■ **Task to complete**: Copy each line of the entries beneath that contains the word "dead".

■ **Data shown**:
• • • • • • •

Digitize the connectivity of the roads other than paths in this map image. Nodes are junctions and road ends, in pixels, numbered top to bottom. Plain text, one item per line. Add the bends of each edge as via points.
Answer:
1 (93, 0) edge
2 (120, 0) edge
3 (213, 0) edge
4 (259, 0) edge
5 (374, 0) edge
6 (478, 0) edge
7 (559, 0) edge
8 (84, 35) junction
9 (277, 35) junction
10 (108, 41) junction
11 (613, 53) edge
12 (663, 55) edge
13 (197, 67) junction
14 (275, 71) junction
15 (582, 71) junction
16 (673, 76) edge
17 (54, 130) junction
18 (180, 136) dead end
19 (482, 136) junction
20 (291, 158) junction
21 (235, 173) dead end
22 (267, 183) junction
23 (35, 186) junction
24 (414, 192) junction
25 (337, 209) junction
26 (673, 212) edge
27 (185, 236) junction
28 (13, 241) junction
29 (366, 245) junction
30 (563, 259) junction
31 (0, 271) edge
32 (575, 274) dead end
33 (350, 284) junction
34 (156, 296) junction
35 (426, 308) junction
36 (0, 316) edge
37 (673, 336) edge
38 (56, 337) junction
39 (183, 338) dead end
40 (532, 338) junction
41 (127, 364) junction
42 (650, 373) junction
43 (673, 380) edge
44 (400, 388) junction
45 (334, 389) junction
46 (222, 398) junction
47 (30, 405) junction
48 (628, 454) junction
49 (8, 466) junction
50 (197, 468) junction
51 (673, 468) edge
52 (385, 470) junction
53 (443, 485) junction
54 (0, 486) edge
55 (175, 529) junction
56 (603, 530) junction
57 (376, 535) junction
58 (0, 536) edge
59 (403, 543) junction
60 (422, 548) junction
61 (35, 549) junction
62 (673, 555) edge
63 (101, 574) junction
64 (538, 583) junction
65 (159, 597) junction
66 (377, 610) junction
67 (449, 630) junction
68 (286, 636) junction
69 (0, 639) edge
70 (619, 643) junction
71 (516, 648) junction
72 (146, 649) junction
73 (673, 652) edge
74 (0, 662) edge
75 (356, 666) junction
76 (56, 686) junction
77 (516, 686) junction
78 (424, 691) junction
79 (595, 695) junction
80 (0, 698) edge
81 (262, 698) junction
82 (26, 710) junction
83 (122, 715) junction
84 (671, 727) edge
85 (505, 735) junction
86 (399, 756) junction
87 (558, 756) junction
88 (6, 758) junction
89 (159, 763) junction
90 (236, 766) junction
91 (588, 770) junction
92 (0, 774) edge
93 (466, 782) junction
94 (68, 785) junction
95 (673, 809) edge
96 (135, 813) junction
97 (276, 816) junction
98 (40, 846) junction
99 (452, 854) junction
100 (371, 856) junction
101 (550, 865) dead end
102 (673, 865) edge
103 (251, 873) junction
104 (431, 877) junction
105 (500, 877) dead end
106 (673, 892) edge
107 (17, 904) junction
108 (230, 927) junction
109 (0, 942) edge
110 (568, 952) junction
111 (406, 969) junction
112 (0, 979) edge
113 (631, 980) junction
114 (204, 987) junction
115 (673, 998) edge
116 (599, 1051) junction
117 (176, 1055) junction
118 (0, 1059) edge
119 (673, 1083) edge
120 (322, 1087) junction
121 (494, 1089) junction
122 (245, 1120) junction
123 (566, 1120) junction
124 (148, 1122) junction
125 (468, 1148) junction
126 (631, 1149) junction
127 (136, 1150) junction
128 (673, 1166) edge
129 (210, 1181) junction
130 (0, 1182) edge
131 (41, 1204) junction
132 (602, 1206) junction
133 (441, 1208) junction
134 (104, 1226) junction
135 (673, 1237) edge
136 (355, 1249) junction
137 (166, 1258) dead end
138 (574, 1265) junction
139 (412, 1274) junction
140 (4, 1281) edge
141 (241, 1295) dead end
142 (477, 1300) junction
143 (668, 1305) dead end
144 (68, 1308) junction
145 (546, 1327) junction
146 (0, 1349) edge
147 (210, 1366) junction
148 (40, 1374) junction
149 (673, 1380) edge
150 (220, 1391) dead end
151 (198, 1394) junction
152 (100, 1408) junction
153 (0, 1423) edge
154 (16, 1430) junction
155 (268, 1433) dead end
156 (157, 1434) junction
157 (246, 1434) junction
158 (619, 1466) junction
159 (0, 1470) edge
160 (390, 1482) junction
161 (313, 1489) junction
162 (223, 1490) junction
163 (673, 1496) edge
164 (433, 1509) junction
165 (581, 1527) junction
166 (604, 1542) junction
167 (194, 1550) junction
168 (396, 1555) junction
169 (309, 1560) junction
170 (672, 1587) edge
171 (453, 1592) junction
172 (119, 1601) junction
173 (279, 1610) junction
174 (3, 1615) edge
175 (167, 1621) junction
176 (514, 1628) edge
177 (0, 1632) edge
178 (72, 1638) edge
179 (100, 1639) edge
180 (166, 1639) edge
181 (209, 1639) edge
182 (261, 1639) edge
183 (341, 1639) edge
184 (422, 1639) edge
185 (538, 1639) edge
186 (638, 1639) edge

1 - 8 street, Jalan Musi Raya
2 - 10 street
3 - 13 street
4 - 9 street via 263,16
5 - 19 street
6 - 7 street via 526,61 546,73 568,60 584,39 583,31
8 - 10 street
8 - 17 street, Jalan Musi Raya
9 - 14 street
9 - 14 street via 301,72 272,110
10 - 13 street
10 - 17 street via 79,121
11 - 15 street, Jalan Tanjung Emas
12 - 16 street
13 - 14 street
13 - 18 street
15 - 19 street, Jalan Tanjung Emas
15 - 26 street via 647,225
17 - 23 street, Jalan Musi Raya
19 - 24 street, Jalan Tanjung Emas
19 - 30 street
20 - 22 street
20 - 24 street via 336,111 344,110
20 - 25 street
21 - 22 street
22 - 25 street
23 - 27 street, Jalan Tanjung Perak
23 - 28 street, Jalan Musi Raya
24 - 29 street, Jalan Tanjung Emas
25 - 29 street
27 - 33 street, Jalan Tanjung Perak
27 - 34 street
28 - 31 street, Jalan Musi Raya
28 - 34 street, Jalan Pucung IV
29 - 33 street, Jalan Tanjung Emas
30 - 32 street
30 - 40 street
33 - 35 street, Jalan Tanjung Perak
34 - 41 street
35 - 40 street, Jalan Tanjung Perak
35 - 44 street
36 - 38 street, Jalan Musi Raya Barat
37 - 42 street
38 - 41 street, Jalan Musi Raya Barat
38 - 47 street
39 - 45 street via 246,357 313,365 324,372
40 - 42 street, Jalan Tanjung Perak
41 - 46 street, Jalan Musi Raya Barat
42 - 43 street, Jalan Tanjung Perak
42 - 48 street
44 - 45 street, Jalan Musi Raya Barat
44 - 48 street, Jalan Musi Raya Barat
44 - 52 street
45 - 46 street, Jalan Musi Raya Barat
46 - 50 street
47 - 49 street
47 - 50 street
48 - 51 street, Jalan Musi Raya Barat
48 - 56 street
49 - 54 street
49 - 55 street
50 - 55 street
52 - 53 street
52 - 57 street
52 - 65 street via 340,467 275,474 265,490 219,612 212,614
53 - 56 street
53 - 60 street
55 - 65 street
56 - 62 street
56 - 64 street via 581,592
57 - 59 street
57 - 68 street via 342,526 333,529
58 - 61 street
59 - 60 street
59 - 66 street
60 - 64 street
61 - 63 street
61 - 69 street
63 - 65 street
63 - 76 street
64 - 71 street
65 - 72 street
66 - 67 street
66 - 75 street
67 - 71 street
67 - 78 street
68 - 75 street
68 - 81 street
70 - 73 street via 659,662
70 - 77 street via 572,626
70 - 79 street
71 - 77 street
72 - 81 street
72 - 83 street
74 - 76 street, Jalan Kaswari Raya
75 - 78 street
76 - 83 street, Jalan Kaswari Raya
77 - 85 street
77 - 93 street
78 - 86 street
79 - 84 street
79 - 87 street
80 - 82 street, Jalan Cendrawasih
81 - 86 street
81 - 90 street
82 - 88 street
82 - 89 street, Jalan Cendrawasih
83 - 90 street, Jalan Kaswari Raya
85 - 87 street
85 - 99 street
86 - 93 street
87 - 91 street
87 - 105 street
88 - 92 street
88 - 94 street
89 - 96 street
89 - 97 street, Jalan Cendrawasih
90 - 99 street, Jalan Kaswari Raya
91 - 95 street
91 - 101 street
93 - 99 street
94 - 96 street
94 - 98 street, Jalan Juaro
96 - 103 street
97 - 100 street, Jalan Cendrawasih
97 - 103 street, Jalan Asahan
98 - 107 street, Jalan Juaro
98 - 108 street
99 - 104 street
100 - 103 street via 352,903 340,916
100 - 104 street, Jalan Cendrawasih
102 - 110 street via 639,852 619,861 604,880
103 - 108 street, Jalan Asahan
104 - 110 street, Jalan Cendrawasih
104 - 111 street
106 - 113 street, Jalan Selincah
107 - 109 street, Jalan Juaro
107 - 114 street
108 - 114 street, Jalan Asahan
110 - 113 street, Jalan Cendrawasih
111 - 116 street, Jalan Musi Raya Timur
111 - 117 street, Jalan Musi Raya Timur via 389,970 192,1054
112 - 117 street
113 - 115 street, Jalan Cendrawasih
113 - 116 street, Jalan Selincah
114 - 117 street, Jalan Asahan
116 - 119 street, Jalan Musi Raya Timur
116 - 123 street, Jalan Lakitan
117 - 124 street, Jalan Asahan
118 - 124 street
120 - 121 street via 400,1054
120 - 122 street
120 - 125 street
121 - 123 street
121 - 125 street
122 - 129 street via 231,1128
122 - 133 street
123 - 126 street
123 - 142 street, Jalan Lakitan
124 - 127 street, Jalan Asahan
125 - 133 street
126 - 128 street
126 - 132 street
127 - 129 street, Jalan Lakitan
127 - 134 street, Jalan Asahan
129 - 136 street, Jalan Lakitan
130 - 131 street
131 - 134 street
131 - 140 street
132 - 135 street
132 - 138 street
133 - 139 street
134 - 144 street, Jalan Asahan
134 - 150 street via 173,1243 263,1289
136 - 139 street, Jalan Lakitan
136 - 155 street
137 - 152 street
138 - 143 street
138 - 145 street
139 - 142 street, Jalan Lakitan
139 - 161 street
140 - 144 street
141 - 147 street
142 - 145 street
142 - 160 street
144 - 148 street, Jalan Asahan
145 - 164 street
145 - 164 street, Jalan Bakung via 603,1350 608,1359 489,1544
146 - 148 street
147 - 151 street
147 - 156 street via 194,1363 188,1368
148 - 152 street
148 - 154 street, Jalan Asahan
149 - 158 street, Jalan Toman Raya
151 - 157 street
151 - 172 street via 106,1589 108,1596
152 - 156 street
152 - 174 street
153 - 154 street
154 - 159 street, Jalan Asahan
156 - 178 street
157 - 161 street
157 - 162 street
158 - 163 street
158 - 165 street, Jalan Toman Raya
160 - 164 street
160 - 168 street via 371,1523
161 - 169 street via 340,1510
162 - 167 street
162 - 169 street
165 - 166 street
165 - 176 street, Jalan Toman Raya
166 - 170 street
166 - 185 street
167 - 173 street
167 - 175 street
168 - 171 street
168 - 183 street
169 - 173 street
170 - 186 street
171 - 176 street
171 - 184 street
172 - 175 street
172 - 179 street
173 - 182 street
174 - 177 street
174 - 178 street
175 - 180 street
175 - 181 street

• • • • • • •

■ **Result of this exercise**:
18 (180, 136) dead end
21 (235, 173) dead end
32 (575, 274) dead end
39 (183, 338) dead end
101 (550, 865) dead end
105 (500, 877) dead end
137 (166, 1258) dead end
141 (241, 1295) dead end
143 (668, 1305) dead end
150 (220, 1391) dead end
155 (268, 1433) dead end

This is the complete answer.